Dentre as razões para esse veto, mais uma vez se sustentou a inadequação quanto ao interesse público, vez que o dispositivo, supostamente, traria insegurança jurídica tendo em vista que: “(1) não estabelece a competência, tampouco o procedimento a ser aplicado para relevação da pena; e (2) utiliza expressão genérica, ‘histórico de conformidade’, e não delimita o seu alcance”.
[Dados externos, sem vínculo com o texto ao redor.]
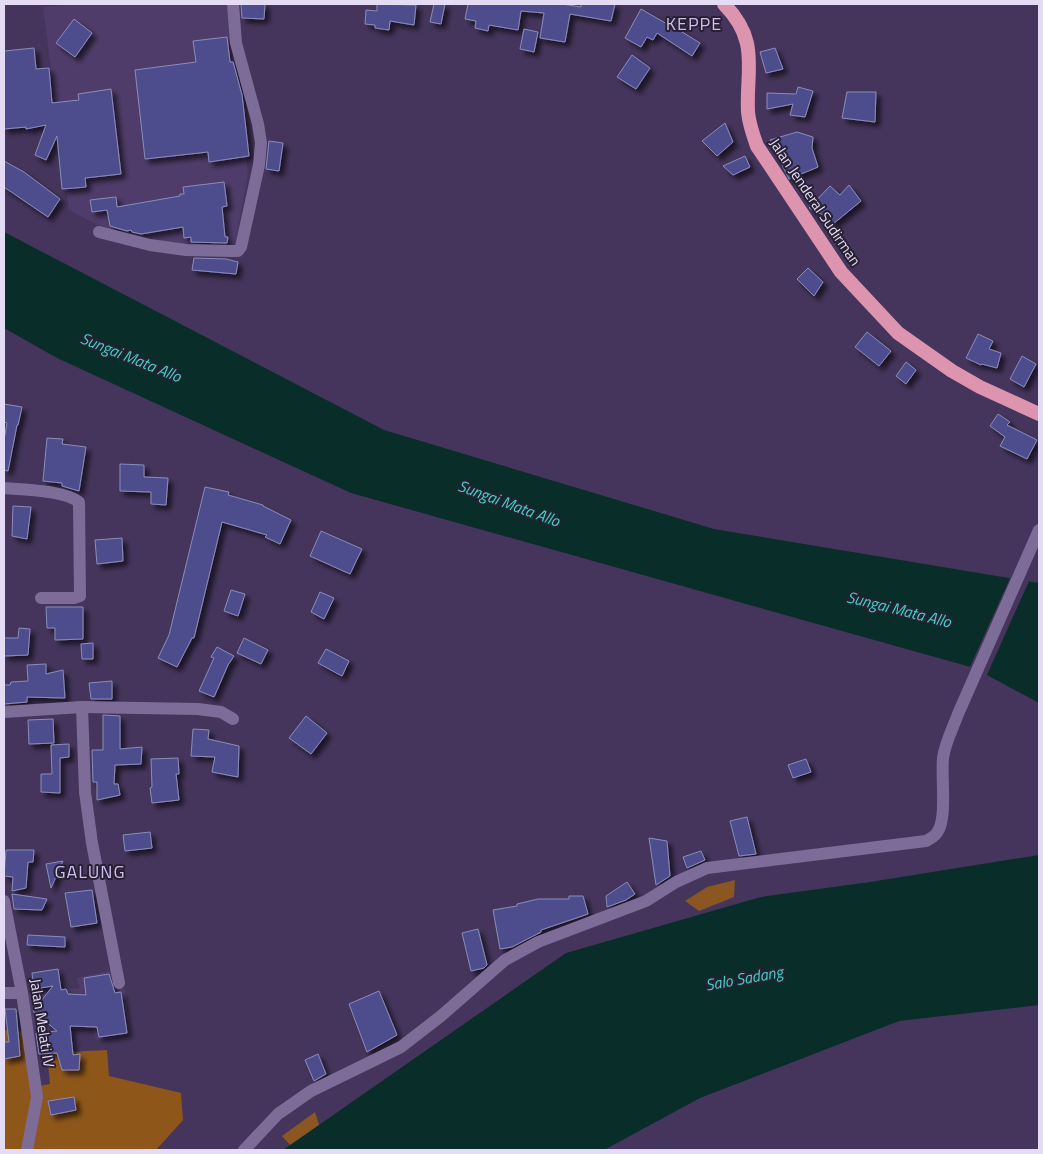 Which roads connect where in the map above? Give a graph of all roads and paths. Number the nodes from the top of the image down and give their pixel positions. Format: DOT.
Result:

Por fim, outro relevante dispositivo vetado previa a possibilidade de transação tributária dos créditos originários das hipóteses em que a Fazenda Pública se sagrasse vencedora na discussão por meio do voto de qualidade. Para o Poder Executivo, a redação violaria o princípio da isonomia, ao prever transação com “condições não menos favorecidas do que as ofertadas aos demais sujeitos passivos”. Além disso, referido dispositivo também não teria estabelecido as balizas ou condições para a aplicação desse benefício.


– É provável que o Congresso rediscuta os vetos e que a limitação das multas a 100% e a redução das garantias sejam reinseridas na lei? 

Sávio Hubaide e Rute Souza: O Congresso obrigatoriamente apreciará os vetos, em sessão conjunta das duas Casas, conforme prevê o rito legislativo, e sua derrubada depende de voto da maioria absoluta. No entanto, não é possível prever qual será o resultado, pois se trata de decisão majoritariamente política.

Bianca Mareque, Raphael Castro e Vinicius Varela: Diante da rapidez com que o Projeto de Lei tramitou nas duas casas legislativas e das pontuais alterações realizadas pelo Senado, em relação ao texto aprovado pela Câmara dos Deputados, se constata que a versão final encaminhada à Presidência da República, efetivamente, refletia o posicionamento majoritário do Poder Legislativo acerca da matéria. Assim, diante da solidez do entendimento exarado pelo Legislativo durante a tramitação deste PL, é possível supor que haja interesse em reestabelecer alguns dos dispositivos vetados.

Ocorre que o exame de vetos, pelo Congresso Nacional, acontece em sessão conjunta e as eventuais derrubadas dependem de maioria absoluta. Por isso, diante da natural dificuldade de se alcançar esse quórum em votações contrárias ao Executivo, é possível que o reestabelecimento da redação original do PL 2.384/23 encontre bastante resistência.

Assim, por ora, entendemos que seja precipitado antecipar qual será o entendimento do Congresso Nacional acerca desses vetos.